Another upcoming event is the "Food Forum" organized by the Sierra Club and involving other local environmental organizations. This might be something to attend, but I can also put you in touch with the organizer if you would like to volunteer, for example by handing out programs at the door.

Thursday, April 16, 5:30-9pm
Earth Day Forum: "Local and Sustainable—Local Food Choices"
Unitarian Church, 220 S. Winton Rd. in Rochester
The focus of the Environmental Forum is to educate our community that every aspect of environmental wellbeing is touched by how we eat and to help to provide a link to the local options that are available to everyone. Daily dietary choices are some of the most critical decisions that we make as a human population. In our lifetimes, we are directly responsible for what these daily choices do to our planet, our health, and our future generations. Because of this we strive to eat as healthy and environmentally sound as possible.

Experiential Learning Project: Project Plan

In a little over a week, a plan is due that lays out what you expect to do for your experiential learning project. It counts 5% of your final course grade.

What should that plan include?

1. in a sentence or two, a description of what you plan to do;

2. an estimate of the amount of time you think you will spend planning and engaging in the activity (not including follow-up research or preparing your written report) and a tentative date or time-frame for performing it;

3. in a sentence or two, why this project is ethically valuable or is relevant to environmental sustainability;

4. depending on the proposed project, one of these two:
a. one or two questions you intend to answer through the experience
b. a statement of how this experience will extend your horizons.

That's it!
I've suggested that you pursue a project that connects with your pre-existing interests, skills, or opportunities; however, since the project is intended to widen your experience, you might also try something you’ve never thought about before!

Tuesday, March 17, 2009

Littering: Good or Bad?

When we focus our attention on environmental problems, it's easy to feel overwhelmed by their scale. How big a problem is climate change? Global. Wow, that's about as big as it gets. Some problems seem impossibly complex and solutions, even if they exist, seem outrageously expensive.

However, it can help to get some perspective. We have curbside recycling. Thirty years ago everything went in the trash. The hole in the ozone layer is repairing itself, thanks to the Montreal Protocol.

And here's what Peter Hessler writes in the New Yorker about working for the Peace Corps in China in 1996:
Most of us taught at small colleges in remote cities, and there wasn't much direct contact with the Peace Corps. Only occasionally did a curriculum request filter down from the top, like the campaign for Green English. This was a worldwide project: the Peace Corps wanted educational volunteers to incorporate environmental themes into their teaching. One of my peers in China started modestly, with a debate about whether littering was bad or good. This split the class right down the middle. A number of students argued passionately that lots of Chinese people were employed in picking up garbage, and if there wasn't any litter they would lose their jobs. How would people eat when all the trash was gone?

Saturday, March 14, 2009

Philosophy Club

This Friday, March 20th will be
the grand reopening of the Philosophy Club at RIT
from 3-5
in the Idea Factory (first floor, Library).
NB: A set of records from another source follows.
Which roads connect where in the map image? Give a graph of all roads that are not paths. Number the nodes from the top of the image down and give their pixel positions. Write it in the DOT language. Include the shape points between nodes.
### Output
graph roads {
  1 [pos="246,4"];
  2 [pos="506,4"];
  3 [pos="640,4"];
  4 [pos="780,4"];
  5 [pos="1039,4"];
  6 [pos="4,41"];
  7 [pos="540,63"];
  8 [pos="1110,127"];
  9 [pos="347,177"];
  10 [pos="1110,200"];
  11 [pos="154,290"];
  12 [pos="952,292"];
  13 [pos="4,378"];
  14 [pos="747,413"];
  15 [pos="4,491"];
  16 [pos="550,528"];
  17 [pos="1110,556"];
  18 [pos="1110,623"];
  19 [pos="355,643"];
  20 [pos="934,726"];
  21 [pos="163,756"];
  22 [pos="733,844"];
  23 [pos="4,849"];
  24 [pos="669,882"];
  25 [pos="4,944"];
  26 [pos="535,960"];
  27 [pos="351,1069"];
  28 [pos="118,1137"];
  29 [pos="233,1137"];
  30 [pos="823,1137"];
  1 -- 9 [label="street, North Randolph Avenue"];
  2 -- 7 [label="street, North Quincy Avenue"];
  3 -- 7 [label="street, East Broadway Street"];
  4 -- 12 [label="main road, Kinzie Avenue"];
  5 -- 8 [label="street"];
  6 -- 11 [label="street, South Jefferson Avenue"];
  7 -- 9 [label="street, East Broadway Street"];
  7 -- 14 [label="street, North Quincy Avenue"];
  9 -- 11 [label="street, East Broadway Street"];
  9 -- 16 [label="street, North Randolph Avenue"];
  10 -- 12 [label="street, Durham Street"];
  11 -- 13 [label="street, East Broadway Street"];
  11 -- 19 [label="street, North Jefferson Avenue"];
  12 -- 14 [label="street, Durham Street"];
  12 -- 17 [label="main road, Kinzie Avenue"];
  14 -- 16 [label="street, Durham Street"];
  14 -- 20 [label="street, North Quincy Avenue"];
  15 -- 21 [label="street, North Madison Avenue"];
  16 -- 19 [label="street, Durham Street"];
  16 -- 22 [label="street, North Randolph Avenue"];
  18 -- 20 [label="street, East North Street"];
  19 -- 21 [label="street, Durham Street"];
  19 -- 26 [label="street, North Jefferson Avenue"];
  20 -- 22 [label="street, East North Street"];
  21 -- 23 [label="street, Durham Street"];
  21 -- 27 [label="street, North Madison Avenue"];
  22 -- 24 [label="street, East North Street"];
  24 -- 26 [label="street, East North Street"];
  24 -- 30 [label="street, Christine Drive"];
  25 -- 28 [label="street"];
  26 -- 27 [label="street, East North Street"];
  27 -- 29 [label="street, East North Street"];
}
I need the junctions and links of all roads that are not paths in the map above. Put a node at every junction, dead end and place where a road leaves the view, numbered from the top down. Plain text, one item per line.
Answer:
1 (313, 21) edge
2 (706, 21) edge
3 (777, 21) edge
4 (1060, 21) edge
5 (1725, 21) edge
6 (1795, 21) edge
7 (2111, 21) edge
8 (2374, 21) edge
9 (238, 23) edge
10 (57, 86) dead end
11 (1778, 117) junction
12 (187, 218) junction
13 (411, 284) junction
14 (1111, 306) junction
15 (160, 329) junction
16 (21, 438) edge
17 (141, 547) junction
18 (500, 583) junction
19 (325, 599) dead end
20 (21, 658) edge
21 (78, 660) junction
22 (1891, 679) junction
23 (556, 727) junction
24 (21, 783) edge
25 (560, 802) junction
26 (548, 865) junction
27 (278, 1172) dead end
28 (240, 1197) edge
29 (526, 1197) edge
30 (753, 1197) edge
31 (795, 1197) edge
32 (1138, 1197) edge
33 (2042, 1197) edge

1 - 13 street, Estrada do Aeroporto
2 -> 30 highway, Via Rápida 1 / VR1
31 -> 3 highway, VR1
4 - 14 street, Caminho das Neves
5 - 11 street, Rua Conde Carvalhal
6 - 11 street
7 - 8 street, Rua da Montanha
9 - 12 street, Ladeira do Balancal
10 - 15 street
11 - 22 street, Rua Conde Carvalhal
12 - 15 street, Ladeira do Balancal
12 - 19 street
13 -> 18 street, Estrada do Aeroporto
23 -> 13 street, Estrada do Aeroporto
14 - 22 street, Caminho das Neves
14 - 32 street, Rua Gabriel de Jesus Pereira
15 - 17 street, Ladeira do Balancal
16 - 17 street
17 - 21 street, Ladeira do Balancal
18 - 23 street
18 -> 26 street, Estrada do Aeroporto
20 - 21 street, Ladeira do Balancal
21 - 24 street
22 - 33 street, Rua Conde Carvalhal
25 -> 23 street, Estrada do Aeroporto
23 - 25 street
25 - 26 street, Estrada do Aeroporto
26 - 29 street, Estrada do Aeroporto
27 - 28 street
Anyone is invited, including professors and people with no background.

The topic of discussion will be "What is philosophy?"

Everyone is encouraged to bring anything that they feel will shine a light on this question.

For further information, contact Max Herrera (mjh2455).

Thursday, March 12, 2009

The Psychology of Morality

In class on Wednesday, we considered two scenarios published by the moral psychologist Jon Haidt.

In one exercise, we evaluated how we felt about a set of comparable scenarios. (Would you rather stick a pin in your own palm? or the palm of child you don't know?) Haidt argued that if people are only motivated by self-interest, as classical economics assumes they are, then they would rather stick a pin in someone else's hand.

However, most (or all) of us would rather stick a pin in our own palm than in a child's palm. Also, there were a number of situations in which a "rational" person would have no particular preference, but people with particular moral outlooks do. For instance, some people would never slap their father, not even with his permission or as part of a comedy skit, though they would have no problem slapping a friend in that situation.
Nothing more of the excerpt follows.